Option consommateurs partageait ce point de vue en 2013, lors d’une consultation de l’Autorité des marchés financiers (AMF) : «Le FISF abandonne à leur sort un grand nombre de consommateurs dont plusieurs pourtant ont pris les précautions nécessaires en s’assurant de faire affaire avec des personnes certifiées.»
L’organisme propose donc qu’on étende la couverture du FISF afin d’indemniser les victimes d’un conseiller, même s’il a commis une fraude dans un domaine qui n’est pas relié à son permis.
Option Consommateurs propose aussi qu’on établisse un mécanisme d’indemnisation pour les situations où l’assurance responsabilité professionnelle d’un représentant refuse d’indemniser les victimes sous prétexte qu’il s’agit d’une fraude : «S’il y a un débat sur la nature exacte de l’acte commis (fraude ou faute lourde), le FISF devrait se charger à la fois de l’indemnisation des victimes et de la récupération des sommes impliquées auprès de l’assureur».
Discordance
L’industrie est généralement prudente quant à l’élargissement de la couverture du FISF. «La recommandation visant à modifier les critères d’admissibilité d’une réclamation au FISF et ses répercussions sur l’industrie doivent faire l’objet d’une étude minutieuse, notamment quant aux coûts», avance-t-on dans le mémoire d’Industrielle Alliance (iA) remis au ministère et signé par le chef de la direction Yvon Charest.
iA suggère que «l’admissibilité d’une réclamation au FISF soit d’abord soumise à l’assureur par son processus de traitement des plaintes», soumet Yvon Charest.
L’actuaire ajoute que «ce mode alternatif de résolution des conflits permet de régler un grand nombre de dossiers à l’amiable, et, à notre avis, aurait pour effet non seulement d’écourter les délais pour le consommateur, mais également de diminuer les conséquences financières tant pour les consommateurs que pour les cabinets ou pour l’AMF».
iA craint que les modifications suggérées au FISF ne déresponsabilisent le client. D’autres groupes, dont Mérici Services Financiers, partagent cette appréhension : «Le consommateur devrait prendre des mesures raisonnablement nécessaires pour vérifier l’inscription du représentant et ce que cette inscription lui permet d’accomplir».
Mérici reconnaît qu’il peut être difficile pour le client de s’y retrouver parmi les différents titres. «Nous craignons que la certitude d’être couvert ne mène le consommateur à la négligence ou à l’insouciance», lit-on dans le rapport du cabinet de Sherbrooke.

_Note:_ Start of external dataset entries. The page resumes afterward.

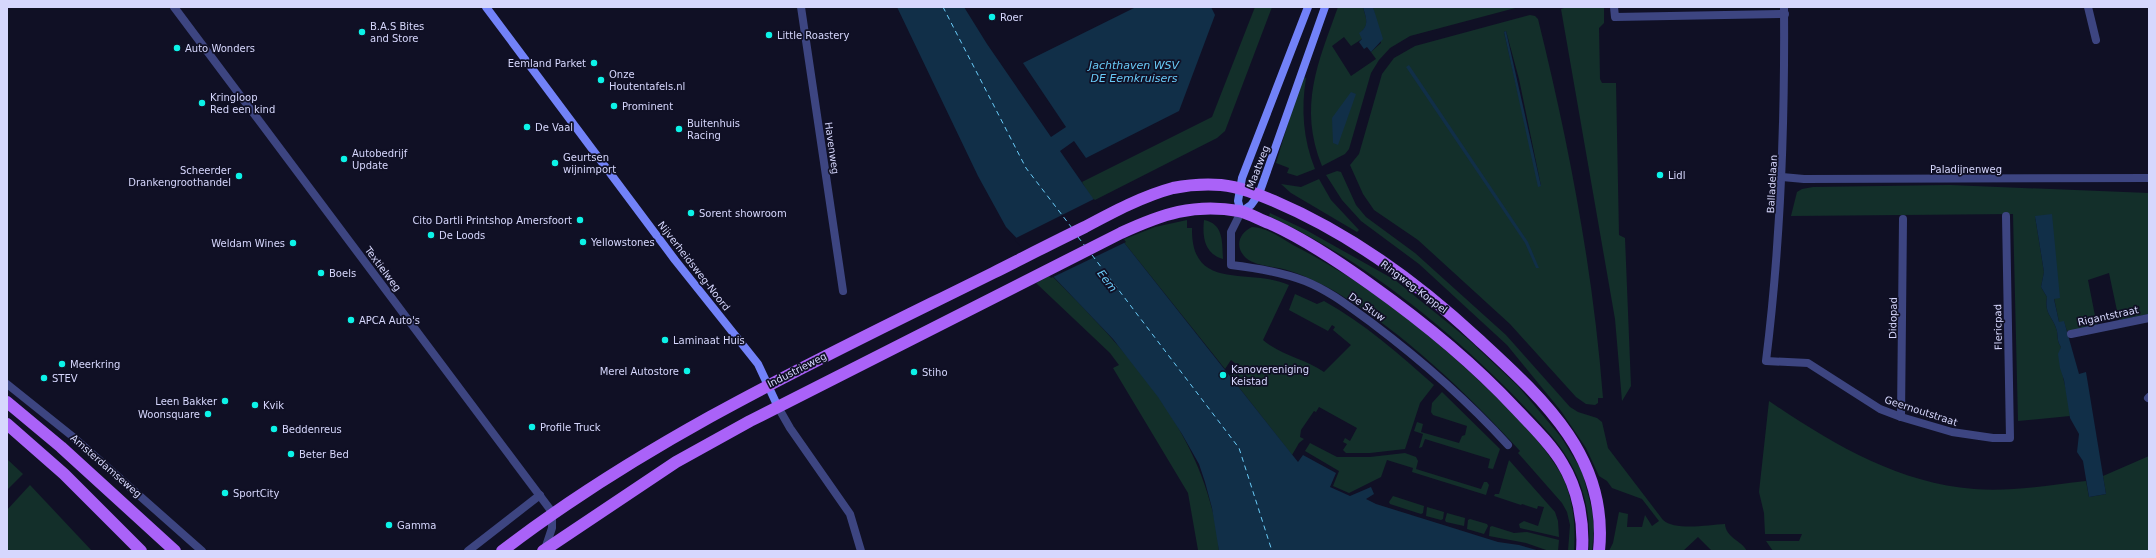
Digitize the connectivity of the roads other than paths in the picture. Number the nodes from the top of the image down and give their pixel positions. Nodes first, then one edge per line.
1 (174, 7) edge
2 (486, 7) edge
3 (801, 7) edge
4 (1308, 7) edge
5 (1325, 7) edge
6 (1614, 7) edge
7 (2088, 7) edge
8 (1784, 11) edge
9 (2096, 40) dead end
10 (1782, 177) junction
11 (2149, 178) edge
12 (1239, 188) junction
13 (1259, 194) junction
14 (1241, 212) junction
15 (1108, 215) joint
16 (2006, 216) dead end
17 (1903, 219) dead end
18 (843, 291) dead end
19 (2149, 318) edge
20 (2071, 334) dead end
21 (1766, 361) joint
22 (7, 384) edge
23 (768, 384) junction
24 (7, 402) edge
25 (778, 407) junction
26 (1901, 417) junction
27 (7, 424) edge
28 (2010, 438) joint
29 (1508, 445) dead end
30 (540, 495) junction
31 (552, 512) junction
32 (544, 550) edge
33 (141, 551) edge
34 (175, 551) edge
35 (202, 551) edge
36 (468, 551) edge
37 (502, 551) edge
38 (861, 551) edge
39 (1582, 551) edge
40 (1599, 551) edge

1 - 30 street, Textielweg
2 - 23 street, Nijverheidsweg-Noord
3 - 18 street, Havenweg
4 - 12 street, Maatweg
5 - 13 street, Maatweg
6 - 8 street
7 - 9 street
8 - 10 street, Balladelaan
10 - 11 street, Paladijnenweg
10 - 21 street, Balladelaan
12 - 13 main road, Ringweg-Koppel
12 - 14 street, Maatweg
12 - 15 main road, Ringweg-Koppel
13 - 14 street, Maatweg
13 - 40 main road, Ringweg-Koppel
14 - 25 main road
14 - 29 street, De Stuw
14 - 39 main road
15 - 23 main road, Industrieweg
16 - 28 street, Flericpad
17 - 26 street, Didopad
19 - 20 street, Rigantstraat
21 - 26 street, Geernoutstraat
22 - 35 street, Amsterdamseweg
23 - 25 street, Nijverheidsweg-Noord
23 - 31 main road, Industrieweg
24 - 34 main road, Amsterdamseweg
25 - 32 main road
25 - 38 street, Nijverheidsweg-Noord
26 - 28 street, Geernoutstraat
27 - 33 main road
30 - 31 street, Textielweg
30 - 36 street
31 - 32 street
31 - 37 main road, Industrieweg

Le Mouvement Desjardins formule la même inquiétude et désapprouve l’élargissement du mandat du FISF. «Il faut limiter les paramètres du FISF, car plus on les augmente, plus on déresponsabilise les consommateurs, ce qui risque de faire augmenter les cas de fraudes, et par conséquent, les coûts d’indemnisation», avance le groupe coopératif. Celui-ci considère que le consommateur doit effectuer un minimum de vérifications avant de confier un mandat à un représentant.
Les conseillers ont plus de responsabilités
L’AMF rétorque cependant que «cette position est contraire à celle retenue par les tribunaux québécois et par la Cour suprême du Canada. En effet, les tribunaux tendent à reconnaître que les intermédiaires ont une plus grande part de responsabilité que les consommateurs dans le déroulement des transactions financières, puisqu’ils sont les spécialistes et qu’ils ont une connaissance plus approfondie du marché.»
«Le milieu des produits et services financiers est un milieu de plus en plus complexe. Au cours des dernières années, on a constaté un foisonnement de nouveaux produits. Conséquemment, il peut être difficile pour un profane de s’y retrouver, et c’est précisément pour cette raison que le consommateur confie ses affaires à un intermédiaire. On ne peut lui demander d’être lui-même un expert du domaine financier», ajoute le régulateur.
C’est pourquoi l’AMF recommande au ministère des Finances de modifier la législation afin d’étendre les mécanismes d’indemnisation à toutes fraudes et manoeuvres dolosives ou tout détournement de fonds commis par un intermédiaire dans l’exercice de ses activités et indépendamment de la nature des produits offerts, dans la mesure où ce dernier est inscrit auprès de l’AMF et qu’il cotise au FISF.